La guerra de la información no es nueva de estos tiempos, sino que es tan antigua como la propia guerra. La novedad reside en una sociedad cada vez más global, que presta atención a asuntos que acontecen a miles de kilómetros, que —al menos en Occidente— tiene acceso a múltiples medios de comunicación pero de los que desconfía, y que siempre encontrará en vías alternativas, como son las redes sociales, a quien le muestre un vídeo, una foto o imágenes quién sabe si sacadas de películas o videojuegos —como ya está pasando— que le reafirme en su posición. En las democracias occidentales el peso de la opinión pública todavía es importante, y su gestión se convierte en desafío de primera magnitud para los gobiernos. Que países con un número significativo de población musulmana, como Francia o Inglaterra, hayan decidido prohibir las manifestaciones pro-palestinas es una muestra más de hasta qué punto hoy la línea entre la política exterior y la interior es casi invisible.

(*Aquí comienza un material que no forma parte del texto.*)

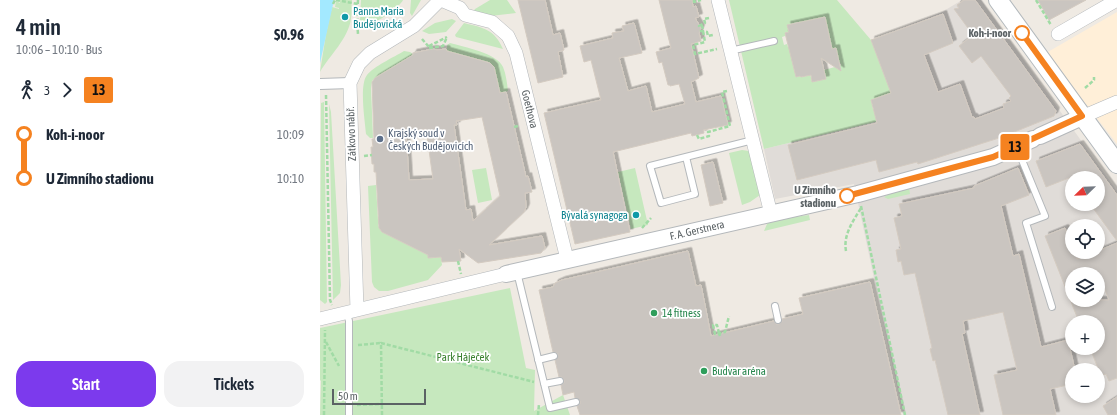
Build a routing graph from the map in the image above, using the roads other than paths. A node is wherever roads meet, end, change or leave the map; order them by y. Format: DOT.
graph roads {
  1 [pos="440,0"];
  2 [pos="718,0"];
  3 [pos="998,0"];
  4 [pos="1117,0"];
  5 [pos="1058,34"];
  6 [pos="774,41"];
  7 [pos="730,51"];
  8 [pos="350,83"];
  9 [pos="320,84"];
  10 [pos="1117,102"];
  11 [pos="1082,116"];
  12 [pos="753,140"];
  13 [pos="1016,146"];
  14 [pos="686,157"];
  15 [pos="1117,164"];
  16 [pos="771,214"];
  17 [pos="568,259"];
  18 [pos="512,273"];
  19 [pos="774,306"];
  20 [pos="1052,307"];
  21 [pos="352,311"];
  22 [pos="778,320"];
  23 [pos="322,323"];
  24 [pos="554,356"];
  25 [pos="538,360"];
  26 [pos="560,381"];
  27 [pos="544,384"];
  28 [pos="576,402"];
  29 [pos="349,415"];
  1 -- 8 [label="street, Zátkovo nábř."];
  1 -- 17 [label="street, Goethova"];
  2 -- 7 [label="street"];
  3 -- 11 [label="main road"];
  4 -- 5 [label="street"];
  6 -- 7 [label="lane"];
  7 -- 12 [label="street"];
  8 -- 9 [label="street"];
  8 -- 21 [label="street, Zátkovo nábř."];
  10 -- 11 [label="street, F. A. Gerstnera"];
  11 -- 13 [label="street, F. A. Gerstnera"];
  11 -- 15 [label="main road"];
  12 -- 14 [label="lane"];
  12 -- 16 [label="street"];
  13 -- 16 [label="street, F. A. Gerstnera"];
  13 -- 20 [label="lane"];
  14 -- 14 [label="lane"];
  16 -- 17 [label="street, F. A. Gerstnera"];
  17 -- 18 [label="street, F. A. Gerstnera"];
  18 -- 21 [label="street, F. A. Gerstnera"];
  18 -- 25 [label="lane"];
  19 -- 22 [label="lane"];
  21 -- 23 [label="street, F. A. Gerstnera"];
  21 -- 29 [label="lane"];
  24 -- 25 [label="lane"];
  25 -- 27 [label="lane"];
  26 -- 27 [label="lane"];
  27 -- 28 [label="lane"];
}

El conflicto palestino-israelí, hijo de la versión más sangrienta del siglo XX, emerge hoy en la sociedad del siglo XXI, cuyas características hacen que la solución sea más difícil; al menos una solución acorde con los mínimos parámetros de respeto a los derechos humanos. ¿Se acuerdan de cuando se decía aquello de que en el siglo XXI ya no habría guerras físicas, con sus blindados y morteros, porque todas serían altamente tecnológicas y se librarían en el ciberespacio?
Volviendo a los Sex Pixtols: claro que el futuro existe, pero no está escrito, y en su definición está incorporada la herencia de un pasado que nos persigue.
Se empieza a poner de moda hablar de lo que está por venir. Hace unas semanas se reunían en Montevideo las comisiones y ministerios del Futuro que existen ya en varios países; Naciones Unidas ha decidido celebrar, coincidiendo con su próxima Asamblea, una Cumbre por el Futuro que acordará un pacto para definir y determinar el porvenir, y en sede académica se suceden seminarios, debates, publicaciones, etc. Quizá es que aterra ver que cada vez es más común, sobre todo entre los jóvenes, manifestar una visión oscura, gris y apocalíptica del futuro. Como si los punks hubieran ganado, como si el No future de Sex Pixtols se hubiera convertido en la banda sonora del primer cuarto del siglo XXI.